The Australian dollar spiked above 72 US cents for the first time in two weeks on the release of the data, but plunged back to 71.50 by 1245 AEDT.

The drop followed predictions of a double rate cut in 2019 – one in August and one in December – by Westpac chief economist Bill Evans.

BIS Oxford Economics analyst Sarah Hunter said while Thursday’s jobs data was positive, especially the lift in full-time work, she remained cautious about the nation’s economic outlook.

‘Strong employment growth will help to support consumer spending and therefore GDP growth, but households continue to face weak growth in wages and other sources of income,’ she said.

‘Residential construction is also set to become a bigger drag on momentum as we move through 2019.’

Lacklustre December quarter wage data on Wednesday tested the RBA’s narrative on the health of the economy, with analysts pinning hopes on an increase jobs to stimulate spending amid a housing downturn.

Ms Hunter said a steady unemployment rate would likely see the cash rate kept on hold this year.

‘Growth will be strong enough to not require a cut, but not strong enough to warrant a rate rise until the end of 2020 at the earliest,’ Ms Hunter said.

In seasonally adjusted terms, the largest increase in employment in January was in NSW, a 47,200 net increase cutting the state’s unemployment rate from 4.4 per cent to 3.9 per cent.

There were 2,200 more jobs in Victoria and 700 more in WA, though the unemployment rate rose in both states.

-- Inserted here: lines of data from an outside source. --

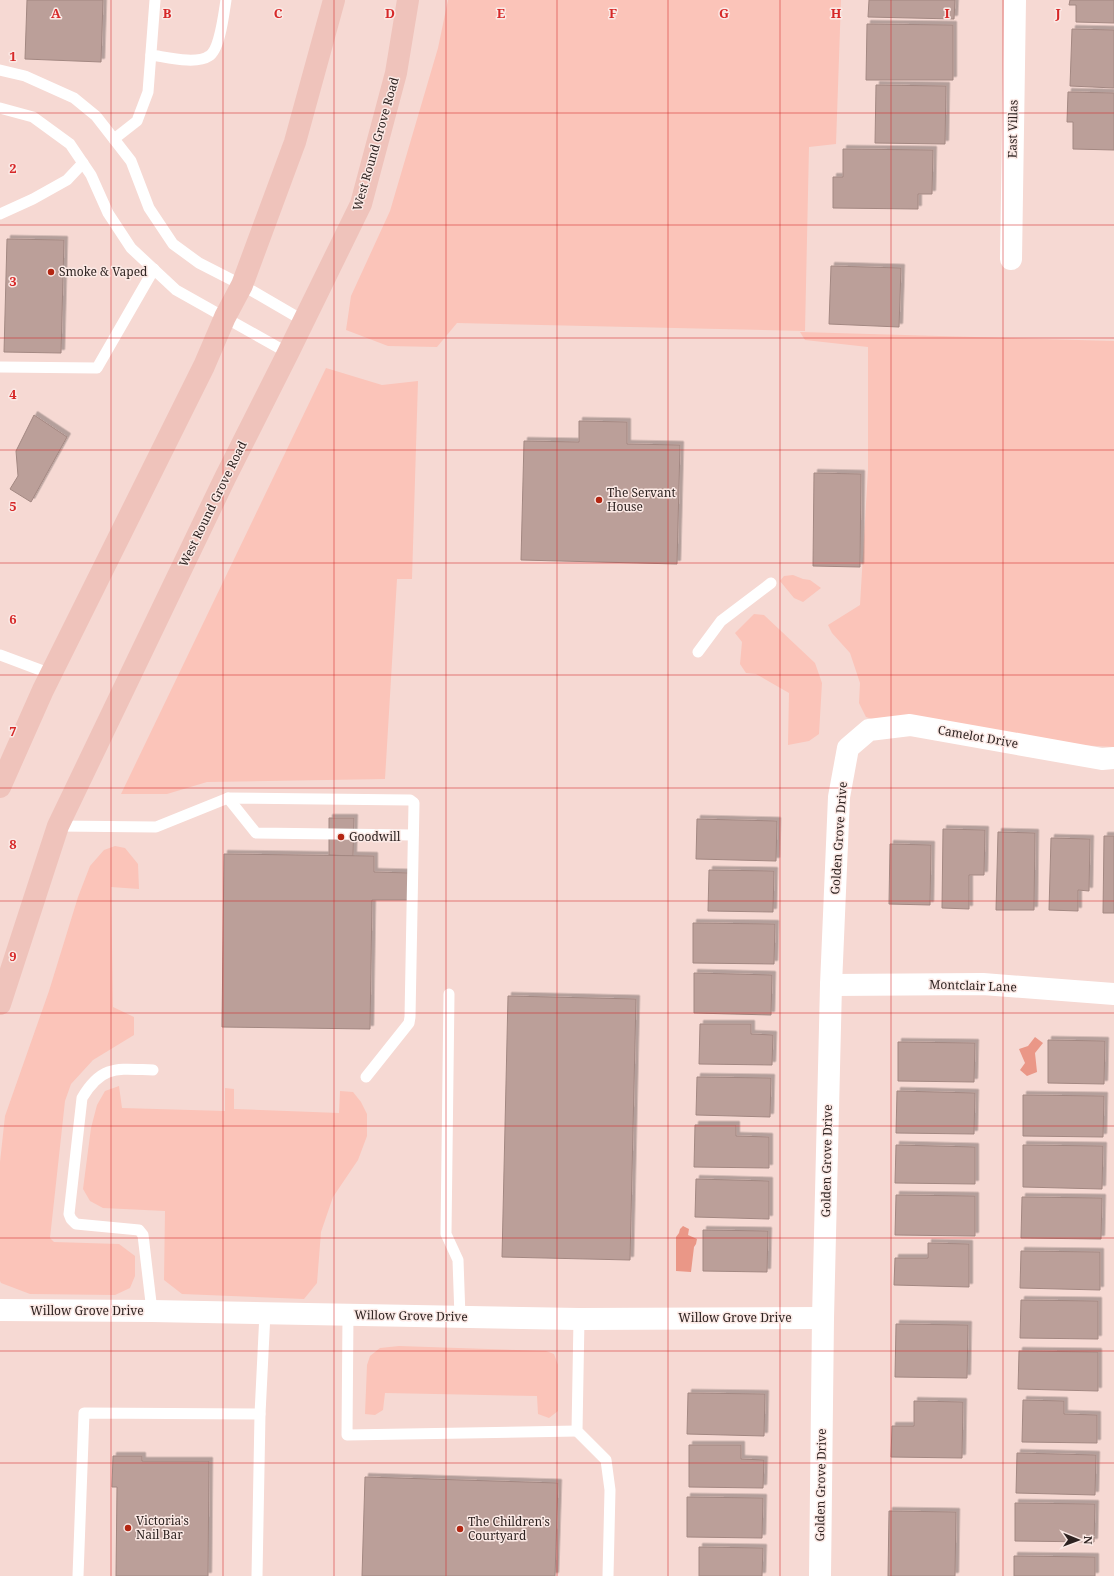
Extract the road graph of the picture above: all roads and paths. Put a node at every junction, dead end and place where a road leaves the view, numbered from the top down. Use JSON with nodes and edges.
{"nodes":[{"id":1,"x":155,"y":0,"type":"edge"},
{"id":2,"x":226,"y":0,"type":"edge"},
{"id":3,"x":334,"y":0,"type":"edge"},
{"id":4,"x":408,"y":0,"type":"edge"},
{"id":5,"x":1015,"y":0,"type":"edge"},
{"id":6,"x":151,"y":55,"type":"junction"},
{"id":7,"x":0,"y":70,"type":"edge"},
{"id":8,"x":0,"y":108,"type":"edge"},
{"id":9,"x":114,"y":139,"type":"junction"},
{"id":10,"x":83,"y":163,"type":"junction"},
{"id":11,"x":0,"y":214,"type":"edge"},
{"id":12,"x":1011,"y":259,"type":"dead end"},
{"id":13,"x":154,"y":269,"type":"junction"},
{"id":14,"x":242,"y":285,"type":"junction"},
{"id":15,"x":225,"y":317,"type":"junction"},
{"id":16,"x":304,"y":321,"type":"junction"},
{"id":17,"x":288,"y":353,"type":"junction"},
{"id":18,"x":0,"y":367,"type":"edge"},
{"id":19,"x":771,"y":583,"type":"dead end"},
{"id":20,"x":698,"y":652,"type":"dead end"},
{"id":21,"x":0,"y":655,"type":"edge"},
{"id":22,"x":51,"y":674,"type":"junction"},
{"id":23,"x":848,"y":748,"type":"joint"},
{"id":24,"x":1114,"y":758,"type":"edge"},
{"id":25,"x":0,"y":788,"type":"edge"},
{"id":26,"x":228,"y":798,"type":"junction"},
{"id":27,"x":58,"y":826,"type":"junction"},
{"id":28,"x":413,"y":835,"type":"junction"},
{"id":29,"x":831,"y":985,"type":"junction"},
{"id":30,"x":449,"y":994,"type":"dead end"},
{"id":31,"x":1114,"y":994,"type":"edge"},
{"id":32,"x":0,"y":1004,"type":"edge"},
{"id":33,"x":153,"y":1070,"type":"dead end"},
{"id":34,"x":366,"y":1077,"type":"dead end"},
{"id":35,"x":0,"y":1310,"type":"edge"},
{"id":36,"x":152,"y":1311,"type":"junction"},
{"id":37,"x":265,"y":1313,"type":"junction"},
{"id":38,"x":348,"y":1315,"type":"junction"},
{"id":39,"x":460,"y":1316,"type":"junction"},
{"id":40,"x":823,"y":1318,"type":"junction"},
{"id":41,"x":579,"y":1319,"type":"junction"},
{"id":42,"x":260,"y":1414,"type":"junction"},
{"id":43,"x":577,"y":1431,"type":"junction"},
{"id":44,"x":78,"y":1576,"type":"edge"},
{"id":45,"x":257,"y":1576,"type":"edge"},
{"id":46,"x":608,"y":1576,"type":"edge"},
{"id":47,"x":820,"y":1576,"type":"edge"}],
"edges":[{"from":1,"to":6,"type":"lane"},
{"from":2,"to":6,"type":"lane"},
{"from":3,"to":14,"type":"main road"},
{"from":4,"to":16,"type":"main road","name":"West Round Grove Road"},
{"from":5,"to":12,"type":"street","name":"East Villas"},
{"from":6,"to":9,"type":"lane"},
{"from":7,"to":9,"type":"lane"},
{"from":8,"to":10,"type":"lane"},
{"from":9,"to":14,"type":"lane"},
{"from":10,"to":11,"type":"lane"},
{"from":10,"to":13,"type":"lane"},
{"from":13,"to":15,"type":"lane"},
{"from":13,"to":18,"type":"lane"},
{"from":14,"to":15,"type":"main road"},
{"from":14,"to":16,"type":"lane"},
{"from":15,"to":17,"type":"lane"},
{"from":15,"to":22,"type":"main road"},
{"from":16,"to":17,"type":"main road","name":"West Round Grove Road"},
{"from":17,"to":27,"type":"main road","name":"West Round Grove Road"},
{"from":19,"to":20,"type":"lane"},
{"from":21,"to":22,"type":"lane"},
{"from":22,"to":25,"type":"main road"},
{"from":23,"to":24,"type":"street","name":"Camelot Drive"},
{"from":23,"to":29,"type":"street","name":"Golden Grove Drive"},
{"from":26,"to":27,"type":"lane"},
{"from":26,"to":28,"type":"lane"},
{"from":26,"to":28,"type":"lane"},
{"from":27,"to":32,"type":"main road","name":"West Round Grove Road"},
{"from":28,"to":34,"type":"lane"},
{"from":29,"to":31,"type":"street","name":"Montclair Lane"},
{"from":29,"to":40,"type":"street","name":"Golden Grove Drive"},
{"from":30,"to":39,"type":"lane"},
{"from":33,"to":36,"type":"lane"},
{"from":35,"to":36,"type":"street","name":"Willow Grove Drive"},
{"from":36,"to":37,"type":"street","name":"Willow Grove Drive"},
{"from":37,"to":38,"type":"street","name":"Willow Grove Drive"},
{"from":37,"to":42,"type":"lane"},
{"from":38,"to":39,"type":"street","name":"Willow Grove Drive"},
{"from":38,"to":43,"type":"lane"},
{"from":39,"to":41,"type":"street","name":"Willow Grove Drive"},
{"from":40,"to":41,"type":"street","name":"Willow Grove Drive"},
{"from":40,"to":47,"type":"street","name":"Golden Grove Drive"},
{"from":41,"to":43,"type":"lane"},
{"from":42,"to":44,"type":"lane"},
{"from":42,"to":45,"type":"lane"},
{"from":43,"to":46,"type":"lane"}]}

The largest decrease in jobs was in Queensland, down 19,900, though the state’s unemployment rate edged slightly lower.

The youth unemployment rate edged slightly higher to 11.5 per cent despite an 8,300 net increase in the number of part-time jobs.

There was a 5,900 net decrease in full-time employment among 15 to 24 year-olds, including a 12,000 drop in the number of young women employed full time.